Both a transplant nurse coordinator and a transplant surgeon are on call 24 hours a day at Seattle Children’s. The transplant nurse coordinator and the transplant surgeon will discuss the history and condition of the donor to determine if this donor organ would be a good match for your child.
If the organ is a good match, the transplant nurse coordinator will contact you to see if your child is able to undergo the transplantation surgery. The coordinator must make sure that your child does not have any new health problems that require delaying transplantation, such as a cold or the flu.
United Network for Organ Sharing (UNOS) policy requires that the transplant center (your Seattle Children’s transplant team) decides whether or not to accept the kidney offer within 1 HOUR.
Living-donor kidney transplants
If you and the transplant team have decided on a living-donor transplant and a donor has volunteered and been approved, Seattle Children’s and University of Washington Medical Center (UWMC) will coordinate your child’s surgery with the surgery of the person donating their kidney. The surgeries will happen the same day at about the same time.
Preparing for Surgery
If the kidney is coming from a deceased donor, we will do a crossmatch test to make sure that your child doesn’t already have an immune response (antibodies) to the donor kidney. The crossmatch is done by mixing your child’s blood with cells from the donor.
- If the crossmatch is positive, it means that your child has an immune response against the donor kidney and should not receive this particular organ because the kidney will be rejected.
- lf the crossmatch is negative, it means your child does not have an immune response to the donor kidney and is eligible to receive this organ.
If your child is receiving a kidney from a living donor, we will do the final crossmatch at a clinic visit a few days before the date of the scheduled transplant surgery.
We will not begin medicines to suppress the immune system until your child’s crossmatch with the donor kidney is known to be negative.
If your child is receiving a kidney from a deceased donor, the time of surgery is planned for about the same time that the donated kidney arrives at our hospital. The kidney cannot live long outside a body, so it must be removed from the donor, transported quickly to Seattle Children’s and then transplanted into your child within a few hours.
Kidney Transplant Surgery
A kidney transplant involves placing the donor kidney into your child’s abdomen just above the pelvis. In the normal position, kidneys are located high in the back of the abdomen and well protected by the ribs, behind other organs such as the liver and stomach.
When the kidney is removed from the donor, important blood vessels (the renal artery and renal vein) that bring blood to and from the kidney, as well as the ureter, are taken out with it. During the transplant surgery, these blood vessels are attached to an artery and vein in your child to re-establish blood circulation to the kidney.
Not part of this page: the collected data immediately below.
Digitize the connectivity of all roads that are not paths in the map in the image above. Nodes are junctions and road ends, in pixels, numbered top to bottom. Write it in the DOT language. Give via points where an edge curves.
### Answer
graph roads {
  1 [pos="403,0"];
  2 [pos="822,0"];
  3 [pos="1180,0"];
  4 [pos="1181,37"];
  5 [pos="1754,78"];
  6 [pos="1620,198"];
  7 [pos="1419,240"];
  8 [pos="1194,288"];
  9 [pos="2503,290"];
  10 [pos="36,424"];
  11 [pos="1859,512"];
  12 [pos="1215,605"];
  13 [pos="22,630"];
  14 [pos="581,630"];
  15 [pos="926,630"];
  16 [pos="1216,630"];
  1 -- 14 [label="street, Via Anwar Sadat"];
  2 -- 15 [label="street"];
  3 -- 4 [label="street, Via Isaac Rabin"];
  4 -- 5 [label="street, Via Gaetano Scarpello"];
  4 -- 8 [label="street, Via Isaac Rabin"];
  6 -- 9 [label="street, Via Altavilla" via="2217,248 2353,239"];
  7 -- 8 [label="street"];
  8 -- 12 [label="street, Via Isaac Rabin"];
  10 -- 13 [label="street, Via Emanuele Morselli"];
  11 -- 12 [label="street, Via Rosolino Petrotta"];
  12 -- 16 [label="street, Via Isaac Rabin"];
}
The ureter, which is the tube that drains urine from the kidney to the bladder, is reattached to your child’s bladder to allow the urine to drain in the normal manner.
Removal of diseased kidneys
In certain situations, doctors may recommend taking out your child’s diseased kidneys before the transplant surgery or at the time of the kidney transplant.
If your child has problems with kidney or urine infections or loses too much protein or water from the diseased kidneys before transplant, these problems may continue after transplant and interfere with the function of the newly transplanted kidney.
Also, if the diseased kidneys are too large to leave room for the transplant, or if your child has extremely high blood pressure despite the best medical management, kidney removal (nephrectomy) may be recommended.
Stent placement
A stent may be placed in your child’s ureter during the transplant surgery. A stent is an internal tube to help protect the ureter–bladder connection as it heals and to make sure urine flows easily from the kidney into the bladder.
The stent will need to be removed several weeks after the transplant. This procedure involves using a small scope to look into the bladder and remove the stent from the ureter. Stent removal is usually done as an outpatient surgical procedure during the day.
Updates and communication with you
The operating room staff will let you know how your child is doing during the surgery. They will contact you through the pager you picked up from the NICU.